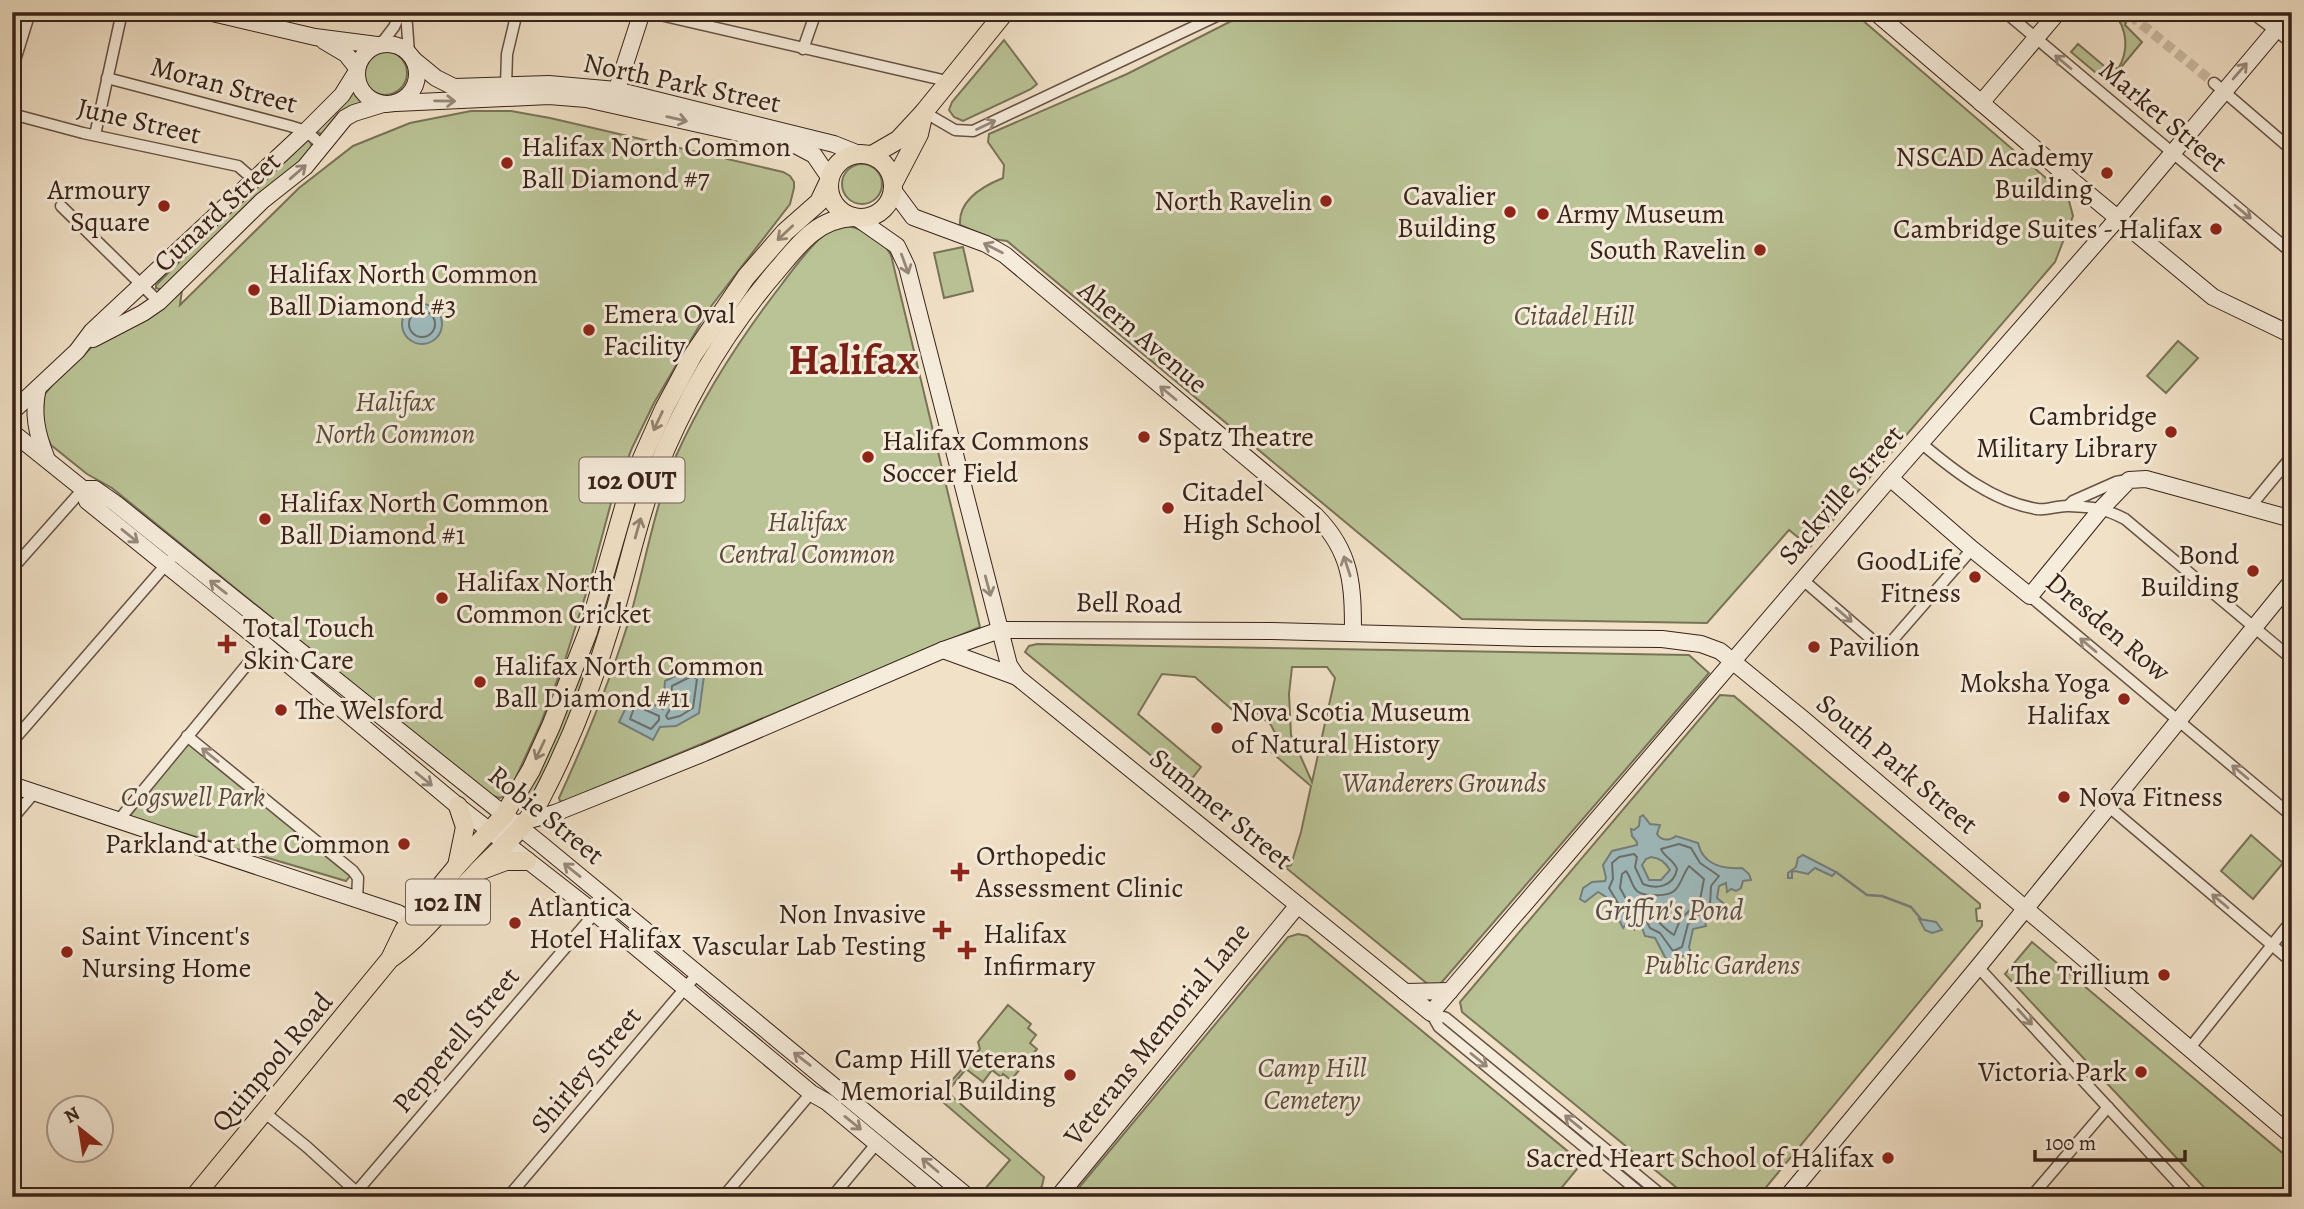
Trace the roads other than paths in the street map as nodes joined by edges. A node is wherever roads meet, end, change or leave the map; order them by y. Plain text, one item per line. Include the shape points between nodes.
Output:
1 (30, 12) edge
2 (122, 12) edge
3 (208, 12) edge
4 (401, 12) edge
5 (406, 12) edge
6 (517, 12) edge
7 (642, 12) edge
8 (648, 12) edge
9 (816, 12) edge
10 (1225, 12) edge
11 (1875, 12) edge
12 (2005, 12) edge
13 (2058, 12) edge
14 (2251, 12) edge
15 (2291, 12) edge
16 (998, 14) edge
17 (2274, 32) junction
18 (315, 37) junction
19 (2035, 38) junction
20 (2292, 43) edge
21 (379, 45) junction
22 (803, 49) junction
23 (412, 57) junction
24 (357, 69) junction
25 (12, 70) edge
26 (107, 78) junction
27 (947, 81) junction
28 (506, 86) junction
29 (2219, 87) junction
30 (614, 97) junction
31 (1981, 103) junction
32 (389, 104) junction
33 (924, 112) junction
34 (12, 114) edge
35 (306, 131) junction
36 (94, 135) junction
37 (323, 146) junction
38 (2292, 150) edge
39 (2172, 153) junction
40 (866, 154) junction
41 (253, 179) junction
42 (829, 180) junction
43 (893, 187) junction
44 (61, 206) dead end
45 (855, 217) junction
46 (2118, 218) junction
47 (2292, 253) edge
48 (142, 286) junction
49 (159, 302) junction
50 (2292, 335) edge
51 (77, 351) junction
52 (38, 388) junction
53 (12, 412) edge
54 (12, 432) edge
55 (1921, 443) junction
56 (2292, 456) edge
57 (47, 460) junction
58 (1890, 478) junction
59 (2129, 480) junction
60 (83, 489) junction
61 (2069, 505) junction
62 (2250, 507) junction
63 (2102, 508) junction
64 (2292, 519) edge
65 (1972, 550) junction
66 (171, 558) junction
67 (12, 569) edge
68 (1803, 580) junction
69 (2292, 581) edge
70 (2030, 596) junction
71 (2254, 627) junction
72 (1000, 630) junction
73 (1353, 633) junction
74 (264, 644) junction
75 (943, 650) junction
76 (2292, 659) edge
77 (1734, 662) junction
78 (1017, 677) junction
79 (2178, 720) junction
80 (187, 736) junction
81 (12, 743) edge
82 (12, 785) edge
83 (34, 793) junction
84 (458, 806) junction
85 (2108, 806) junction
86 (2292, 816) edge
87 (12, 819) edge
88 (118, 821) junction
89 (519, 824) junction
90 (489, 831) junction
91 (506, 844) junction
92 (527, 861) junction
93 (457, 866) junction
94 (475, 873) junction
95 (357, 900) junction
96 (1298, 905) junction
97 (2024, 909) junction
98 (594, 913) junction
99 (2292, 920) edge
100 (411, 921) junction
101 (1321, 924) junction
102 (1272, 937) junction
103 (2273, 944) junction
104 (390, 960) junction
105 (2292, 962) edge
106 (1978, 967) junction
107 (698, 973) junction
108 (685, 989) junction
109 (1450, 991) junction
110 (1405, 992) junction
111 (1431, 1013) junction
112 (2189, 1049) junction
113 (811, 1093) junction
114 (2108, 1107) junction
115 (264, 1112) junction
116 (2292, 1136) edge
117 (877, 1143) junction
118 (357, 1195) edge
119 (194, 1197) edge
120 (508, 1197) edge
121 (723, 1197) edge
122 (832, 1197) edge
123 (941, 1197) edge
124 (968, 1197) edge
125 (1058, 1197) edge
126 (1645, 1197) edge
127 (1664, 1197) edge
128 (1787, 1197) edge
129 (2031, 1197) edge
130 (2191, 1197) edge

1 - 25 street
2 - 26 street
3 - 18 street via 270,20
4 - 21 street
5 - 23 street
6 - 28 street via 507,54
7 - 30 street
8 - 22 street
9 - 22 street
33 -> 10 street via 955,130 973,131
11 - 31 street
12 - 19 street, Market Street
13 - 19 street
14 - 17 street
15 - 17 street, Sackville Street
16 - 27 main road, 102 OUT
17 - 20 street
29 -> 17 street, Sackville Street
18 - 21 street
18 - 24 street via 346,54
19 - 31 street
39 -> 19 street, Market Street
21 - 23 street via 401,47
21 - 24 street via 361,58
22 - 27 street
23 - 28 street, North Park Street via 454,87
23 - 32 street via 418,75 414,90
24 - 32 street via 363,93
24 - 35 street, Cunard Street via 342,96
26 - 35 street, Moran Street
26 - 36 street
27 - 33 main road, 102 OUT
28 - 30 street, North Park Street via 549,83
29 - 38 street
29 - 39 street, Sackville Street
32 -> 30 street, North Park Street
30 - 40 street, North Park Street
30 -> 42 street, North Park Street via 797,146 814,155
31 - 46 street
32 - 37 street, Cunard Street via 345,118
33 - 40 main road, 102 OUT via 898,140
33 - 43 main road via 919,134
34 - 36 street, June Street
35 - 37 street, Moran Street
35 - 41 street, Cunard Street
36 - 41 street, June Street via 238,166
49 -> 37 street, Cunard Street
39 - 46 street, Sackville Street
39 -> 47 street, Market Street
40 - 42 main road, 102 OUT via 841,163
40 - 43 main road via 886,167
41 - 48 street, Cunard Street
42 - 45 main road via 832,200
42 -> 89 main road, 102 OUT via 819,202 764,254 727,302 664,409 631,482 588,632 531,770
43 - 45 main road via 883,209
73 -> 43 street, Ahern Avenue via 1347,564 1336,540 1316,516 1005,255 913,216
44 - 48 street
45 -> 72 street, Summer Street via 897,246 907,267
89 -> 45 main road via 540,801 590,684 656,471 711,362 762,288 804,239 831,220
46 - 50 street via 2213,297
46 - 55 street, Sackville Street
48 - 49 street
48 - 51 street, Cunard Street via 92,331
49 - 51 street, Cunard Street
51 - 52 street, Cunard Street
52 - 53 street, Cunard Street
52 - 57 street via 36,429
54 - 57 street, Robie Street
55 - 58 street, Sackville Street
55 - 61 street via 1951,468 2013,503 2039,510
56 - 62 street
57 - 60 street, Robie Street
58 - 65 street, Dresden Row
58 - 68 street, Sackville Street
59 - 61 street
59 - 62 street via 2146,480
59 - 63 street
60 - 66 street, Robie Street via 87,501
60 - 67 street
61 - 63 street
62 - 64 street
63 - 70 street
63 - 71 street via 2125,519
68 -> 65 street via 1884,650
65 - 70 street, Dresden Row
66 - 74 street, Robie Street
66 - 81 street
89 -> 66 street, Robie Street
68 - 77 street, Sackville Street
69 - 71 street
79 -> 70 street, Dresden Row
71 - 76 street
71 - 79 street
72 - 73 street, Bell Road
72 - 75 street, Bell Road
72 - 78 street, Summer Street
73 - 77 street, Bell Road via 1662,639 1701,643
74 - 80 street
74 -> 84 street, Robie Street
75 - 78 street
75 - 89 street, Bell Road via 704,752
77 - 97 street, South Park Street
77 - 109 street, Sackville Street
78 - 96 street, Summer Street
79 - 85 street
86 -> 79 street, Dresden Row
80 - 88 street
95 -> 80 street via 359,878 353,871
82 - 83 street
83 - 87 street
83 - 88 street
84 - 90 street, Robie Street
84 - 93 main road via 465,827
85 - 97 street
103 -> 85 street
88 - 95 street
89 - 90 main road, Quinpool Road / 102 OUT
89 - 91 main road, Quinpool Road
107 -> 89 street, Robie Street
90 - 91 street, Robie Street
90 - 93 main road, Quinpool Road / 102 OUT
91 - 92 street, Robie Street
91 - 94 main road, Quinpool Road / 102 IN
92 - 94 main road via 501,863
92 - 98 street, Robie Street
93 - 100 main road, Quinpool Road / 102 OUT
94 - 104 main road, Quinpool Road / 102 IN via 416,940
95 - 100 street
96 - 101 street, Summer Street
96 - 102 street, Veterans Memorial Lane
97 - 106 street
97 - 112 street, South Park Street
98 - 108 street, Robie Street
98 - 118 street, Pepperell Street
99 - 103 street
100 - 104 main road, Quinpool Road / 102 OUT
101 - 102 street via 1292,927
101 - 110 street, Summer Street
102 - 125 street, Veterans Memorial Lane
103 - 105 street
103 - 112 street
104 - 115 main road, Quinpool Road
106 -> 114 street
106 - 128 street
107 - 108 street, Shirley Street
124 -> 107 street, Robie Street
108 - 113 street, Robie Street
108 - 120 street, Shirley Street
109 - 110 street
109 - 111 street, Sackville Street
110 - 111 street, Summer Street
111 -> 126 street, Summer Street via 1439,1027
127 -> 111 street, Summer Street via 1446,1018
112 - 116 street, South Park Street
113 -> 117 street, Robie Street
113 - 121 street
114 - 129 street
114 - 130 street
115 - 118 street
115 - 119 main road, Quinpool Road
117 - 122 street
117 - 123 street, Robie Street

--

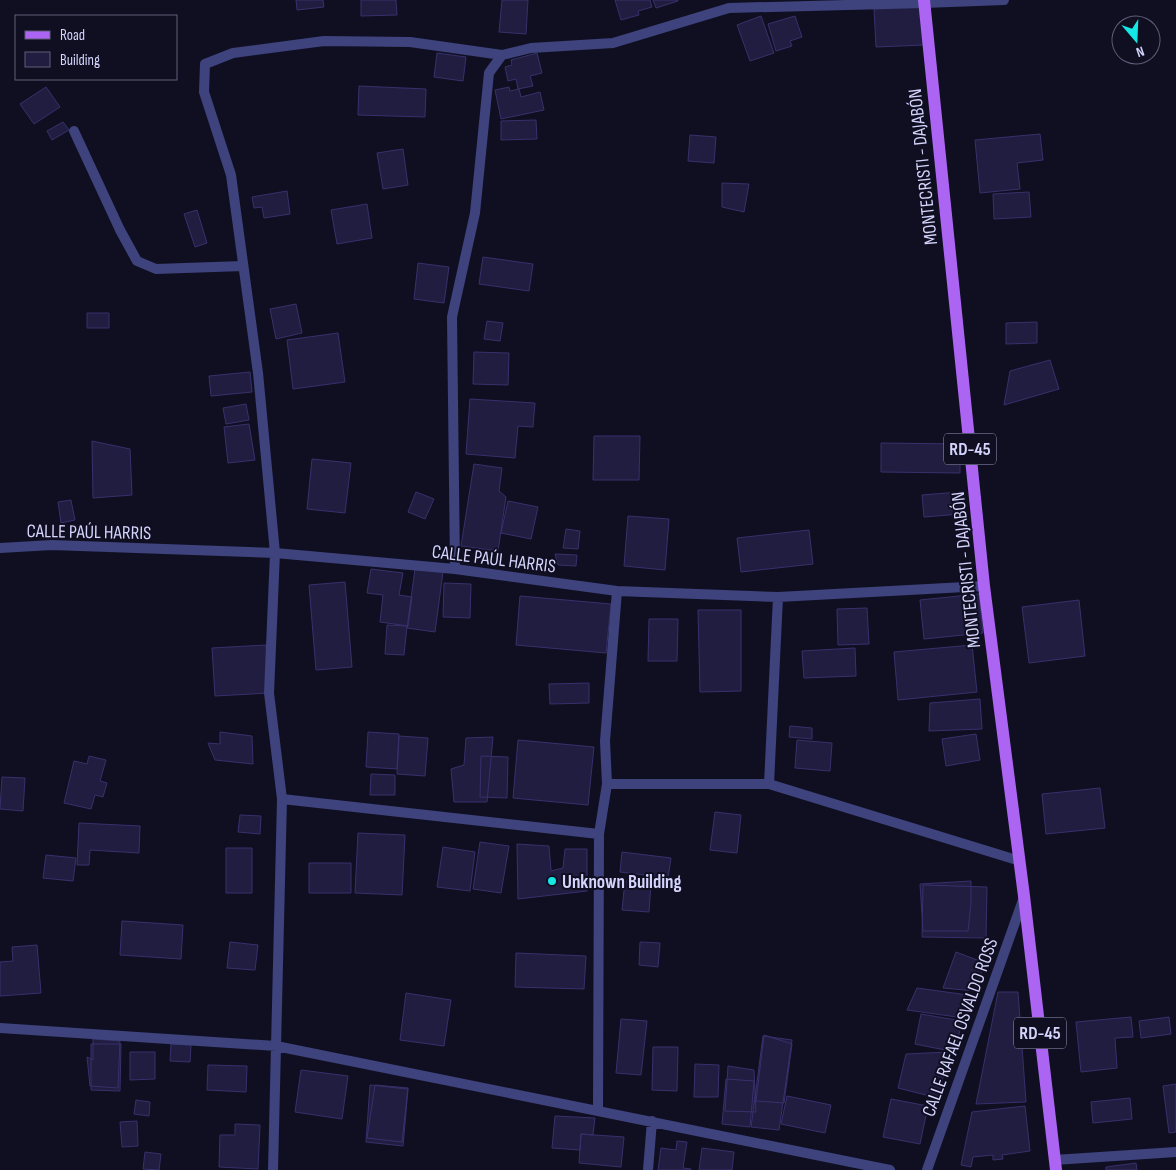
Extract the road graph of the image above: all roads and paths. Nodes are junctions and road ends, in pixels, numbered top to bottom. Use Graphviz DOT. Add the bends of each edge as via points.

» **PROBLEM STATEMENT**:
Some lines in the records above contain "paths". Count them and give the number only.

» **FINISHED EXERCISE**:
2